CFD study of industrial safety valves in a virtual environment with OpenFOAM® software

Abstract

Numerical advances in the numerical analysis of safety valves have enabled the development of approximated predictions related to the hydraulic behavior of turbulent flows, which influence the mechanical behavior of the main components coupled to the pneumatic system. Therefore, many studies have focused on the numerical analysis of the safety valves responsible for maintaining the system integrity subject to high-pressure values under real working conditions in a virtual and inexpensive environment through the CFD codes application with OpenFOAM software. Therefore, this paper is based on the technological prediction of the laminar or turbulent flows into a safety valve through the solution of the partial differential equations system, which describes the physical state of the pressure and mass flow rate in space and time.
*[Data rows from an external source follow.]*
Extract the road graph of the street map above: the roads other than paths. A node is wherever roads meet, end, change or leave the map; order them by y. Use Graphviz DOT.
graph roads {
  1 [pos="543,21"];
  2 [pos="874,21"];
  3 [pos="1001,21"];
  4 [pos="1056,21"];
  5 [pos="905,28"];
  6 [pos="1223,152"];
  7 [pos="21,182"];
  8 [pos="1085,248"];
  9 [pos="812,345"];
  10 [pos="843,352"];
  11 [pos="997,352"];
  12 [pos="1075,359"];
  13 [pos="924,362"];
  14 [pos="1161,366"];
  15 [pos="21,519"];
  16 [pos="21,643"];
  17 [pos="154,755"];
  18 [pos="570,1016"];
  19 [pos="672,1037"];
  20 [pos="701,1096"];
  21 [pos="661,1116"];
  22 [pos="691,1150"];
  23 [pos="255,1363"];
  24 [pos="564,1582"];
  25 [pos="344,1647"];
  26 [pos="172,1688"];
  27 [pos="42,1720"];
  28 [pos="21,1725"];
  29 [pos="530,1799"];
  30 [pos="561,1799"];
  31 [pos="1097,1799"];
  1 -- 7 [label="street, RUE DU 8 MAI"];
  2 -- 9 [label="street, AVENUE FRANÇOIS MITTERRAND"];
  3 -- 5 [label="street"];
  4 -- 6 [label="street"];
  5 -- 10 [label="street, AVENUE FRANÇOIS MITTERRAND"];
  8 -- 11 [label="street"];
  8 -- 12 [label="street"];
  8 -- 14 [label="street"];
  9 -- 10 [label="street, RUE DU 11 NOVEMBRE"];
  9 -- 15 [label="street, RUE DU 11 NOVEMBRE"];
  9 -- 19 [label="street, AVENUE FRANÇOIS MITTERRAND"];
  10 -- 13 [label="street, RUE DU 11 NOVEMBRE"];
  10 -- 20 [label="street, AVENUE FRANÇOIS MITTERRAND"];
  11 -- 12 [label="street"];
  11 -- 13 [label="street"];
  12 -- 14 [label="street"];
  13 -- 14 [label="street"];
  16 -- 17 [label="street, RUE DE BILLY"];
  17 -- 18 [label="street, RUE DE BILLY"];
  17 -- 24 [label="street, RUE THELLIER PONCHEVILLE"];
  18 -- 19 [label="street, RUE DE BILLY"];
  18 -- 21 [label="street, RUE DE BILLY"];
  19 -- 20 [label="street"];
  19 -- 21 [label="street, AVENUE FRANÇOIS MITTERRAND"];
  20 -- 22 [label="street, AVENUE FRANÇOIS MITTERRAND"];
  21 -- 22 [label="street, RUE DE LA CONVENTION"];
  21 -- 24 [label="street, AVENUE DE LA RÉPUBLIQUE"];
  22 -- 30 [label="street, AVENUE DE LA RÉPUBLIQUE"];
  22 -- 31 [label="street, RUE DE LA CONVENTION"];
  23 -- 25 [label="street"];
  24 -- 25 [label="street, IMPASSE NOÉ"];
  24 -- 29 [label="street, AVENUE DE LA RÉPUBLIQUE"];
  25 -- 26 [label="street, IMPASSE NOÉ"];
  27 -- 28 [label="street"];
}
IcoFOAM solver has been applied to model the main flow fluctuations taken, considering the mean values of the pneumatic system. A mesh independence study has been used to compute and define the finite number of nodes and cells that discretize the continuous computational domain of the internal flow and generate an approximated numerical prediction of the safety valve performance, maintaining a low computational cost during the iterative solution of the conservation equations developed with computational tools. In this sense, the RANS KEpsilon approach has defined a high prediction of the turbulent flow behavior in a virtual environment with an error rate close to the 2 percent value between the numerical and the experimental models. This research shows a good agreement in the understanding of the physical phenomena with the computational tool application based on advanced theories of thermal and fluid mechanics sciences in a virtual environment.